Problem requirements - Give back each record precisely, pictures excluded.

Records excerpted from a collection -

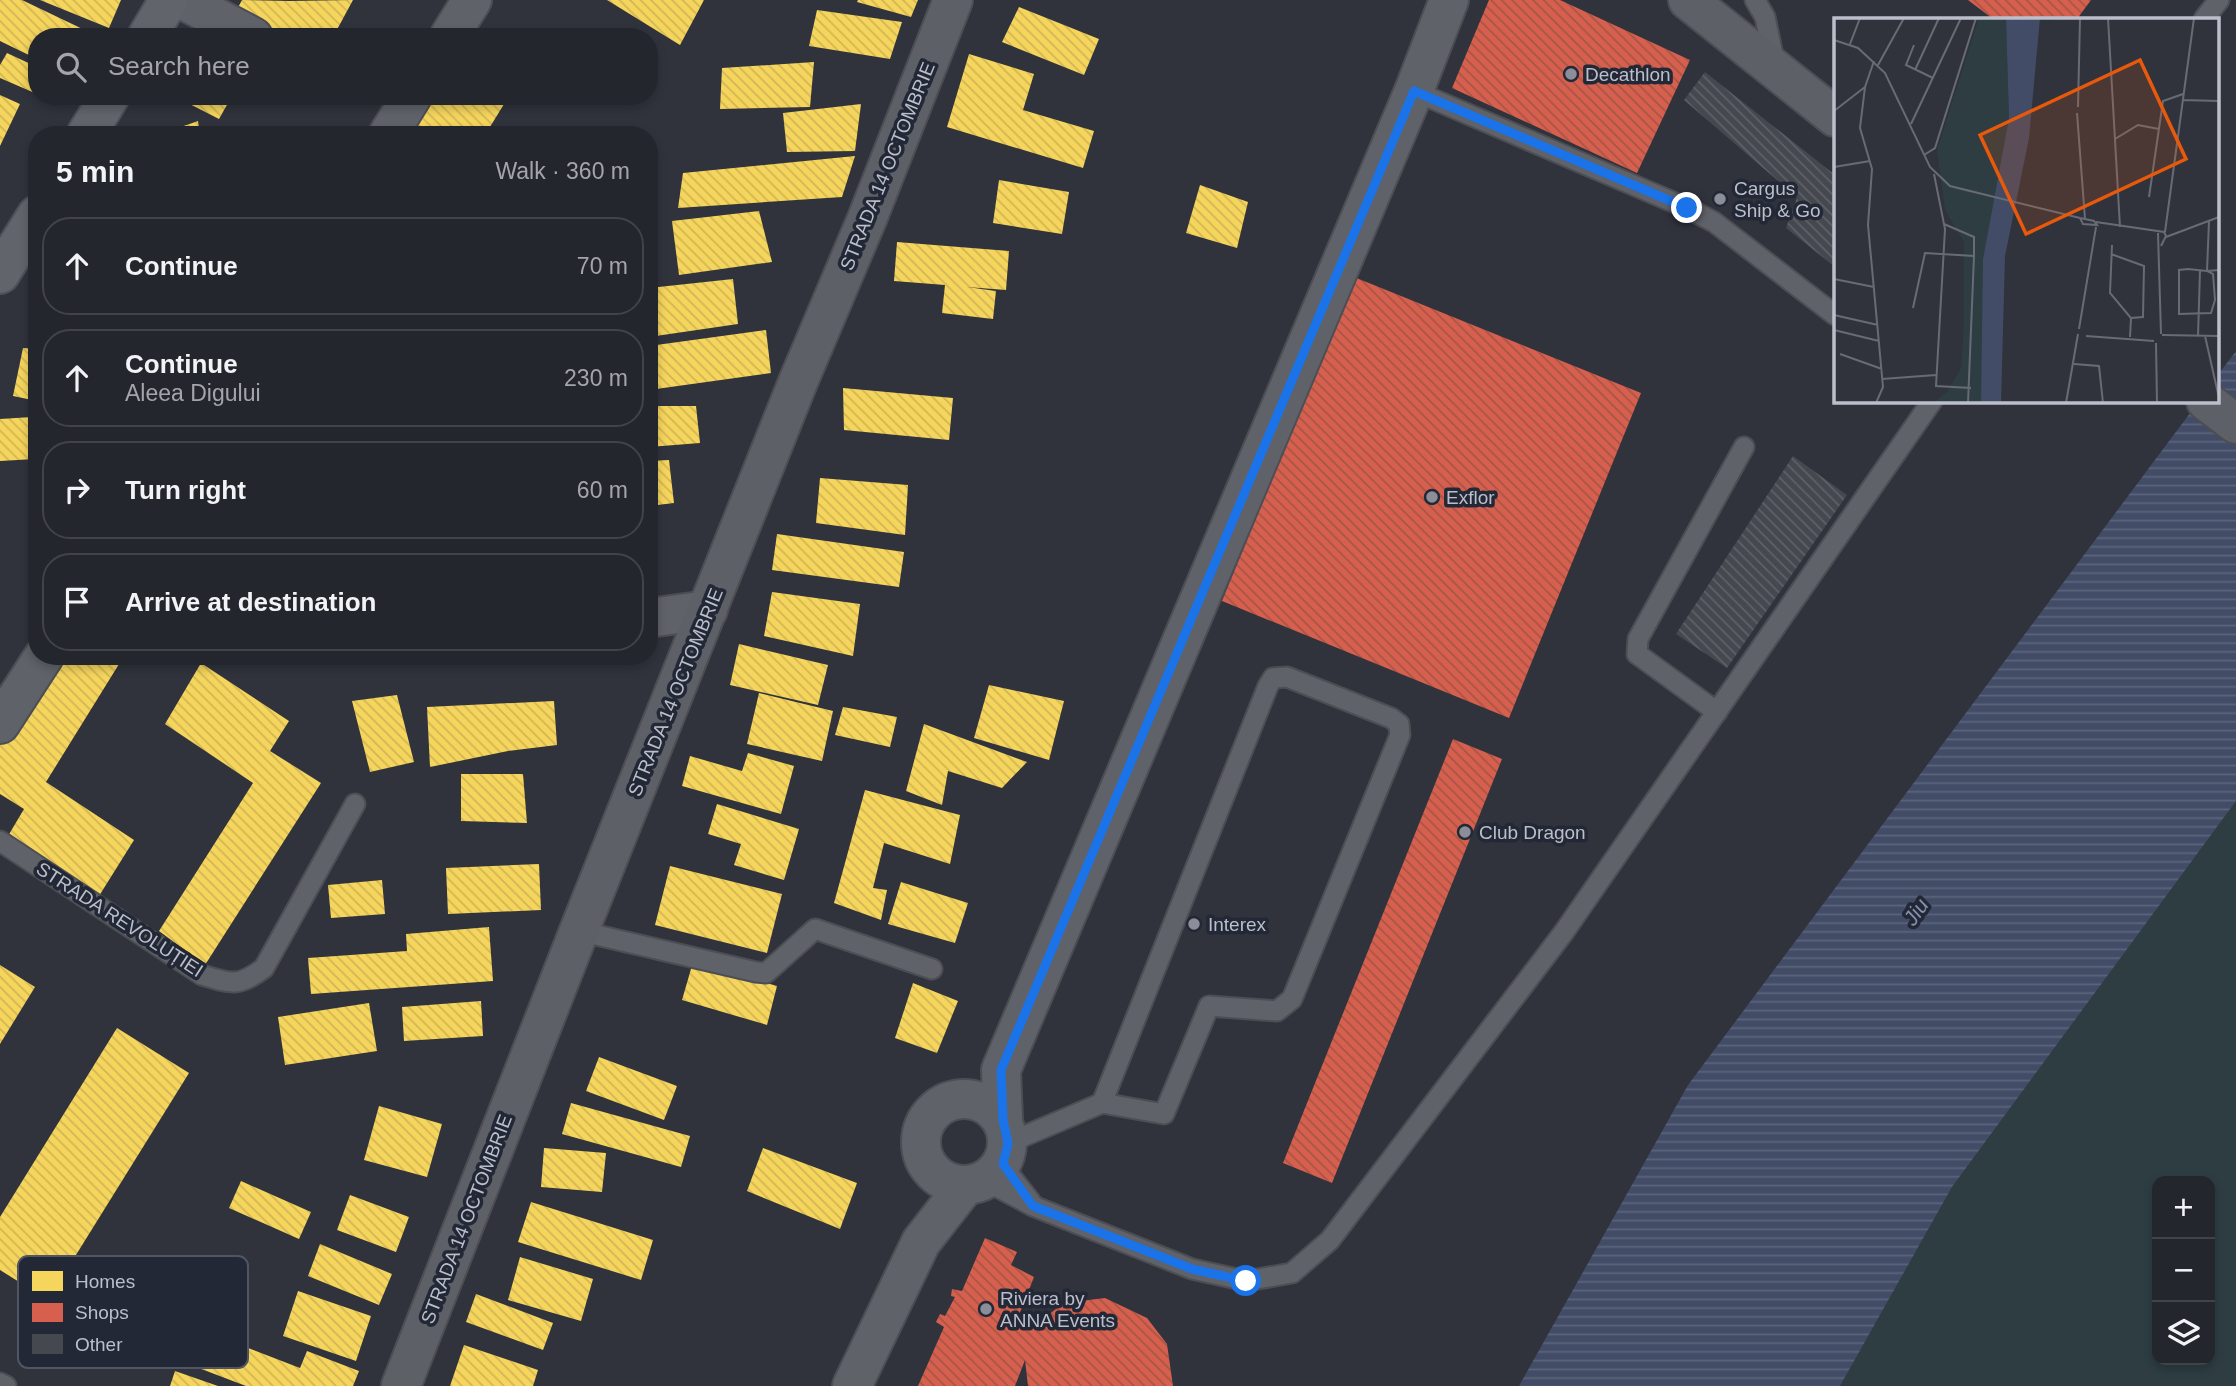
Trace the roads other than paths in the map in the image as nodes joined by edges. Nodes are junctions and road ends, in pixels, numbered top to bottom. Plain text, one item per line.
1 (169, 0) edge
2 (183, 0) edge
3 (472, 0) edge
4 (953, 0) edge
5 (1449, 0) edge
6 (1689, 0) edge
7 (1755, 0) edge
8 (2219, 0) edge
9 (2205, 18) edge
10 (152, 28) edge
11 (236, 28) edge
12 (455, 28) edge
13 (1776, 70) junction
14 (1414, 91) junction
15 (104, 105) edge
16 (406, 105) edge
17 (1832, 115) edge
18 (92, 126) edge
19 (394, 126) edge
20 (28, 229) edge
21 (0, 274) edge
22 (1834, 314) edge
23 (1931, 402) edge
24 (2207, 402) edge
25 (2236, 424) edge
26 (1744, 447) dead end
27 (708, 610) junction
28 (658, 617) edge
29 (38, 665) edge
30 (1717, 712) junction
31 (0, 724) edge
32 (355, 804) dead end
33 (0, 841) edge
34 (579, 931) junction
35 (932, 969) dead end
36 (1001, 1070) junction
37 (1102, 1103) junction
38 (942, 1104) junction
39 (993, 1159) junction
40 (926, 1164) junction
41 (921, 1242) junction
42 (0, 1383) edge
43 (6, 1386) edge
44 (401, 1386) edge
45 (852, 1386) edge

1 - 10 main road
2 - 11 street
3 - 12 street
4 - 27 street, STRADA 14 OCTOMBRIE
5 - 14 street
6 - 13 street
7 - 13 lane
8 - 9 lane
13 - 17 street
14 - 22 lane
14 - 36 street
15 - 18 main road
16 - 19 street
20 - 21 main road
23 - 30 lane
24 - 25 street
26 - 30 lane
27 - 28 street
27 - 34 street, STRADA 14 OCTOMBRIE
29 - 31 street
30 - 39 lane
32 - 33 lane, STRADA REVOLUȚIEI
34 - 35 lane
34 - 44 street, STRADA 14 OCTOMBRIE
36 - 38 street
36 - 39 street
37 - 37 lane
37 - 39 lane
38 - 39 street
38 - 40 street
39 - 40 street
39 - 41 street
40 - 41 street
41 - 45 street
42 - 43 lane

Solution to the problem -
Trace the roads other than paths in the map in the image as nodes joined by edges. Nodes are junctions and road ends, in pixels, numbered top to bottom. Plain text, one item per line.
1 (169, 0) edge
2 (183, 0) edge
3 (472, 0) edge
4 (953, 0) edge
5 (1449, 0) edge
6 (1689, 0) edge
7 (1755, 0) edge
8 (2219, 0) edge
9 (2205, 18) edge
10 (152, 28) edge
11 (236, 28) edge
12 (455, 28) edge
13 (1776, 70) junction
14 (1414, 91) junction
15 (104, 105) edge
16 (406, 105) edge
17 (1832, 115) edge
18 (92, 126) edge
19 (394, 126) edge
20 (28, 229) edge
21 (0, 274) edge
22 (1834, 314) edge
23 (1931, 402) edge
24 (2207, 402) edge
25 (2236, 424) edge
26 (1744, 447) dead end
27 (708, 610) junction
28 (658, 617) edge
29 (38, 665) edge
30 (1717, 712) junction
31 (0, 724) edge
32 (355, 804) dead end
33 (0, 841) edge
34 (579, 931) junction
35 (932, 969) dead end
36 (1001, 1070) junction
37 (1102, 1103) junction
38 (942, 1104) junction
39 (993, 1159) junction
40 (926, 1164) junction
41 (921, 1242) junction
42 (0, 1383) edge
43 (6, 1386) edge
44 (401, 1386) edge
45 (852, 1386) edge

1 - 10 main road
2 - 11 street
3 - 12 street
4 - 27 street, STRADA 14 OCTOMBRIE
5 - 14 street
6 - 13 street
7 - 13 lane
8 - 9 lane
13 - 17 street
14 - 22 lane
14 - 36 street
15 - 18 main road
16 - 19 street
20 - 21 main road
23 - 30 lane
24 - 25 street
26 - 30 lane
27 - 28 street
27 - 34 street, STRADA 14 OCTOMBRIE
29 - 31 street
30 - 39 lane
32 - 33 lane, STRADA REVOLUȚIEI
34 - 35 lane
34 - 44 street, STRADA 14 OCTOMBRIE
36 - 38 street
36 - 39 street
37 - 37 lane
37 - 39 lane
38 - 39 street
38 - 40 street
39 - 40 street
39 - 41 street
40 - 41 street
41 - 45 street
42 - 43 lane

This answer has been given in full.